Henry (“Hank”) Chinaski gets a temporary job at the post office, delivering mail at Christmastime. The work is easy, so he quickly takes to it. On his second day, a voluptuous woman who lives on his route accompanies him. Her husband is away, so she’s lonely. She gives Hank her address. Hank says he’ll come by and talk that night. He’s lonely, too. Though he lives with a woman, Betty, she’s gone half the time.
Hank takes the exam and physical to become a substitute mail carrier. The job is easy at first, but the brutal schedule quickly takes its toll. Hank and Betty usually stay up past midnight, drinking. He reports to his supervisor, Jonstone, at five o’clock in the morning, and sets out on his route already pressed for time. Worse, Hank and his fellow subs work night routes several times a week, with routes that are exhausting and impossible to complete.
Fed up with Jonstone’s cruelty, Hank files a 30-page complaint, sending one copy to Jonstone and taking another to the Federal Building. He waits an hour and a half, then the clerk takes him to a gray-haired man who berates him for his complaint. He screams, “‘MR. JOHNSTONE IS A FINE MAN’” and rages about Hank’s advanced vocabulary in his complaint. Hank gives up and leaves. He takes the next day off without pay.
The following morning, Jonstone greets Hank with a face as red as his shirt, but he says nothing. Hank doesn’t care. He had been up until two o’clock in the morning, drinking and having sex with Betty. After making Hank wait for several hours, Jonstone, whom Hank addresses as Stone, tells him there is no work for him today. Hank returns home and is soon back in bed with Betty.
Jonstone refuses to give Hank a route the next day, too. One of the older subs, Bobby Hansen, tells him Jonstone did the same thing to him once. Hank doesn’t care if Jonstone is trying to starve him or get him to quit; he won’t suck up to him. Bobby advises Hank to go to Prell Station each night and tell the supervisor that he isn’t getting work so that he can sit in as a special delivery sub. Hank thanks him.

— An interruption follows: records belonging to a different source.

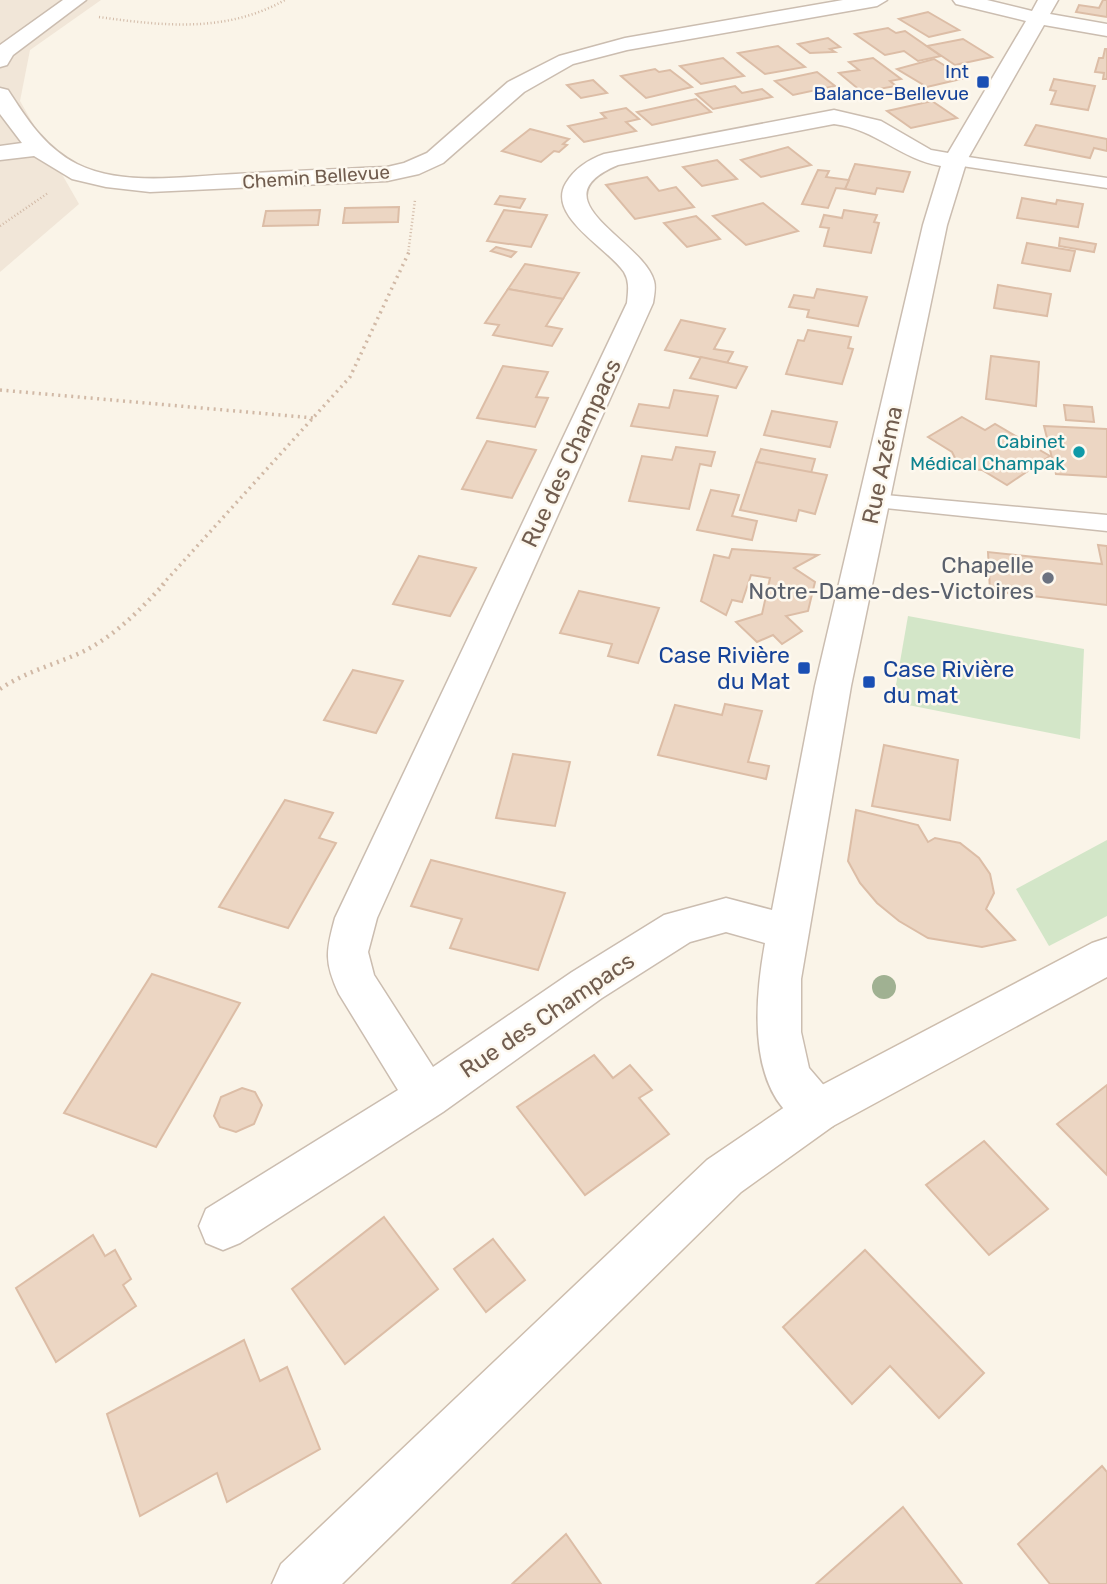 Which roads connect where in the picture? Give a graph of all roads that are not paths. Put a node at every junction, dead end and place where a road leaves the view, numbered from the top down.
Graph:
1 (40, 0) edge
2 (877, 0) edge
3 (963, 0) edge
4 (68, 5) edge
5 (1043, 9) edge
6 (1107, 30) edge
7 (0, 61) edge
8 (2, 104) edge
9 (39, 148) junction
10 (0, 153) edge
11 (955, 160) junction
12 (1107, 183) edge
13 (874, 501) junction
14 (1107, 523) edge
15 (789, 932) junction
16 (1107, 956) edge
17 (427, 1097) junction
18 (817, 1111) junction
19 (223, 1226) dead end
20 (301, 1584) edge

1 - 4 street
2 - 9 street, Chemin Bellevue
3 - 5 street
4 - 7 street
5 - 6 street
5 - 11 street, Rue Azéma
8 - 9 street, Chemin Bellevue
9 - 10 street
11 - 12 lane
11 - 13 street, Rue Azéma
11 - 17 street, Rue des Champacs
13 - 14 lane
13 - 15 street, Rue Azéma
15 - 17 street, Rue des Champacs
15 - 18 street, Rue Azéma
16 - 18 street
17 - 19 street, Rue des Champacs
18 - 20 street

The special night delivery job is easy for Hank. The route is relaxed, the work is leisurely, and he frequently delivers to a young woman who makes and wears lingerie. However, this doesn’t last: Jonstone summons him back to Oakland station on threat of disciplinary action or dismissal.
Jonstone assigns Hank to route 593, the hardest route in the station. The route is full of apartment buildings with difficult addresses and tedious old women asking for their mail. Worst of all are the dogs. One German Shepherd, in particular, sniffs Hank’s rear. Realizing how close the dog’s mouth is to his private parts, Hank quickly and carefully makes his escape.
Hank narrowly avoids being mauled by another German Shepherd, spilling his mailbag in the process. Consequently, he’s 40 minutes late reporting back to the station. Jonstone writes him up for being late and mouthing off. Hank throws the write-up in the trash.
Only the regular mailmen know the ins and outs of each route, and they refuse to share their secrets. For the subs, “Each day it was another god damned thing, and you were always ready for a rape, murder, dogs, or insanity of some sort” (21). Hank still drinks and cavorts until two o’clock in the morning before rising at 4:30 am.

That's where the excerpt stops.